* **The problem**:
Write out the listing below in full and exactly, leaving out every picture.

* **Exercise material**:

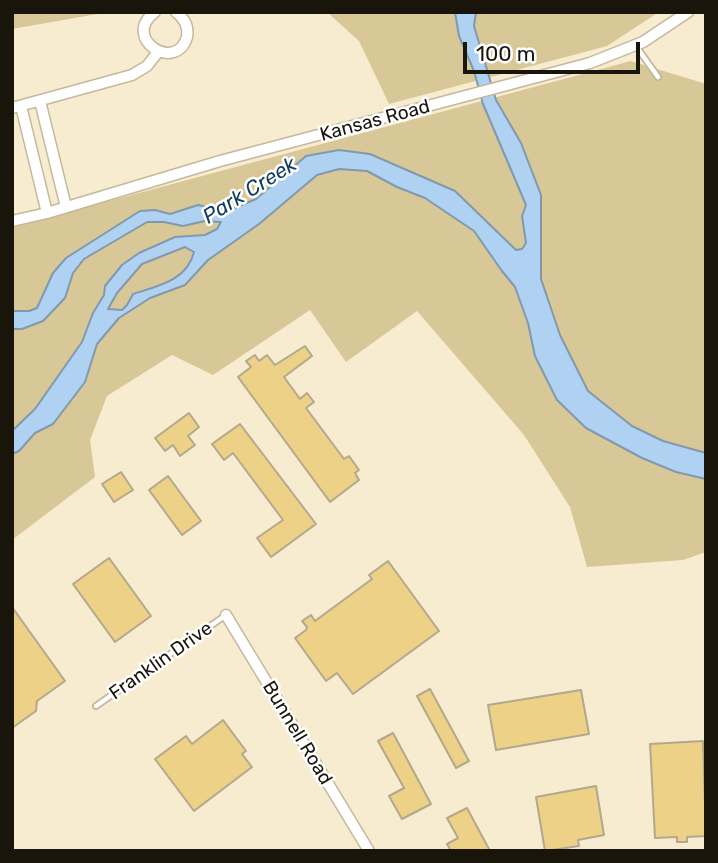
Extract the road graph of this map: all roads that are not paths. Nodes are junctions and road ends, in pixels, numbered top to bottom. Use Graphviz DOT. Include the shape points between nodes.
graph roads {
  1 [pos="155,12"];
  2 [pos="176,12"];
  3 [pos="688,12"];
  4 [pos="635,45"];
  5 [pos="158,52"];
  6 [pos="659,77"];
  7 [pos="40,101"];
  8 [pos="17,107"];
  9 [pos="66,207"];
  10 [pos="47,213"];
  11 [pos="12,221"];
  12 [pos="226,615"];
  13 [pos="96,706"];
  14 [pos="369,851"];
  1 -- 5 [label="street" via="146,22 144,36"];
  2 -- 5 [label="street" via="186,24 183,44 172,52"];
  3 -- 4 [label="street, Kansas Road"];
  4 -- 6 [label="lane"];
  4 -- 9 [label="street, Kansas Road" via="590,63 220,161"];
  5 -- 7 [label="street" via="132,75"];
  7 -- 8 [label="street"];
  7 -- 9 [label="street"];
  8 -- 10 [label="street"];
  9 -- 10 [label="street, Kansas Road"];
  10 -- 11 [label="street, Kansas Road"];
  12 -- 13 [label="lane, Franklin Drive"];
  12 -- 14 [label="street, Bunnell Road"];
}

* **Output of the task**:
Extract the road graph of this map: all roads that are not paths. Nodes are junctions and road ends, in pixels, numbered top to bottom. Use Graphviz DOT. Include the shape points between nodes.
graph roads {
  1 [pos="155,12"];
  2 [pos="176,12"];
  3 [pos="688,12"];
  4 [pos="635,45"];
  5 [pos="158,52"];
  6 [pos="659,77"];
  7 [pos="40,101"];
  8 [pos="17,107"];
  9 [pos="66,207"];
  10 [pos="47,213"];
  11 [pos="12,221"];
  12 [pos="226,615"];
  13 [pos="96,706"];
  14 [pos="369,851"];
  1 -- 5 [label="street" via="146,22 144,36"];
  2 -- 5 [label="street" via="186,24 183,44 172,52"];
  3 -- 4 [label="street, Kansas Road"];
  4 -- 6 [label="lane"];
  4 -- 9 [label="street, Kansas Road" via="590,63 220,161"];
  5 -- 7 [label="street" via="132,75"];
  7 -- 8 [label="street"];
  7 -- 9 [label="street"];
  8 -- 10 [label="street"];
  9 -- 10 [label="street, Kansas Road"];
  10 -- 11 [label="street, Kansas Road"];
  12 -- 13 [label="lane, Franklin Drive"];
  12 -- 14 [label="street, Bunnell Road"];
}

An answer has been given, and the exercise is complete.